Para chegar a essa conclusão, Killian McLoughlin, doutorando em psicologia e política social na Universidade de Princeton e principal autor da pesquisa, e sua equipe analisaram mais de um milhão de links no Facebook e 44 mil postagens na rede social, classificando as fontes como confiáveis ou desinformativo. Eles então conduziram dois experimentos nos quais mediram a indignação gerada por certas manchetes – verdadeiras e falsas – em 1.475 participantes. McLoughlin concluiu que “as pessoas podem partilhar informações ultrajantes sem verificar a sua exatidão, porque a partilha é uma forma de sinalizar a sua posição moral ou o pertencimento a determinados grupos”. E isso parece importar mais do que a verdade ou a mentira.
À luz dos resultados, Ramón Salaverría, professor de Jornalismo da Universidade de Navarra e coordenador do Observatório Ibérico dos Meios Digitais, assegura que “esse estudo confirma com fortes evidências empíricas a hipótese de que as emoções desempenham um papel fundamental nos processos de comunicação pública”. O especialista acredita que a principal novidade deste estudo é que “detecta que a indignação é especificamente a emoção chave na ativação dos processos de disseminação de falsidades”.

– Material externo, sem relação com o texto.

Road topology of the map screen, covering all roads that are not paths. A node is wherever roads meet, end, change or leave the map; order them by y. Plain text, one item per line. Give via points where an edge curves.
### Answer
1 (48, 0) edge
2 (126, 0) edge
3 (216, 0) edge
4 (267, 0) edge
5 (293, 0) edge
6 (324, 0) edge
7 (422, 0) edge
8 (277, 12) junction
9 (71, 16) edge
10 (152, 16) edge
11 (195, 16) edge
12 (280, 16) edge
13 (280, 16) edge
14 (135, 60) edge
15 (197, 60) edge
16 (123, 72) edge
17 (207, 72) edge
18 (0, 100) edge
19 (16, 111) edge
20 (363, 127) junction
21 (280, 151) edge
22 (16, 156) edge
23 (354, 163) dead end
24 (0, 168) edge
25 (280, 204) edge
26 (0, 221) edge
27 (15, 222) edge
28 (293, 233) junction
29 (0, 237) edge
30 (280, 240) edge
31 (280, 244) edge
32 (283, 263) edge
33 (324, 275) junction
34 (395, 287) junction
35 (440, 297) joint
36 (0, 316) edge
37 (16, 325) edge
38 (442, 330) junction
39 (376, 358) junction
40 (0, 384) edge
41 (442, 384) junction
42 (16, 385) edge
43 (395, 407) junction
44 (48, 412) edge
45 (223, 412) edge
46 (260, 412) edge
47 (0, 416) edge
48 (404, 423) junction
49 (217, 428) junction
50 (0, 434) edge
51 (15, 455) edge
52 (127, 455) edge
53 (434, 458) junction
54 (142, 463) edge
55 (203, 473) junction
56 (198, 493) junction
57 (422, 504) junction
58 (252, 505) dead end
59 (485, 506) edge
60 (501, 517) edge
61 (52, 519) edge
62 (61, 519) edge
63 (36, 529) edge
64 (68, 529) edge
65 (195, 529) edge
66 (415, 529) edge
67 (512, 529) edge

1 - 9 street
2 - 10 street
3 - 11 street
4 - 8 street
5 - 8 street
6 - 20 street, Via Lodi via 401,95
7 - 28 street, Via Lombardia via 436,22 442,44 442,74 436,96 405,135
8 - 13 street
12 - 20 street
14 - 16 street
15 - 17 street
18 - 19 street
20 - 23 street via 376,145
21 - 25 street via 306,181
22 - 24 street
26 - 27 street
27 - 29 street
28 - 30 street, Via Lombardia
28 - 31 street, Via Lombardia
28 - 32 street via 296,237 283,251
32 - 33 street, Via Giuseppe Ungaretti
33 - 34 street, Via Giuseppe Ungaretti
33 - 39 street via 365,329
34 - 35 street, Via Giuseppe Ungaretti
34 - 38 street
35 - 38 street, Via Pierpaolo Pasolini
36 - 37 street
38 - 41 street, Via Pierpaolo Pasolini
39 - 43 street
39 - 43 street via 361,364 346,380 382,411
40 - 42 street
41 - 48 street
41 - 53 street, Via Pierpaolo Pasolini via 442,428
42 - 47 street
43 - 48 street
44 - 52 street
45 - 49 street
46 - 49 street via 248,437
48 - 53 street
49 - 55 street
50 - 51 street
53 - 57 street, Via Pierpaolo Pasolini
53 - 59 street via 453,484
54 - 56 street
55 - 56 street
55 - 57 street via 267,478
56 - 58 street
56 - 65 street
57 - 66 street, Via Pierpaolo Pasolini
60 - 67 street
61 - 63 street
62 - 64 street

Sander Van Der Linden, diretor do Laboratório de Tomada de Decisões Sociais de Cambridge, que não esteve envolvido na pesquisa, confirma que a indignação é uma emoção muito intensa e negativa. “Não acho que a maioria das pessoas goste de experimentar isso. Pode haver um sentimento de indignação moral coletiva face aos acontecimentos mundiais que pode ser socialmente gratificante, mas, de um modo geral, não é uma emoção que as pessoas persigam.”
Então, qual é a recompensa? Van Der Linden arrisca uma hipótese: “Os usuários que compartilham esse tipo de notícia, verdadeira ou falsa, buscam interação, pois isso leva tanto à validação social quanto a recompensas financeiras em plataformas como X. Se você produz conteúdo que gera muita interação, você pode monetizá-lo, o que cria incentivos perversos nas redes sociais.” O negócio da indignação existe, muitas vezes impulsionado pela amplificação algorítmica das próprias plataformas.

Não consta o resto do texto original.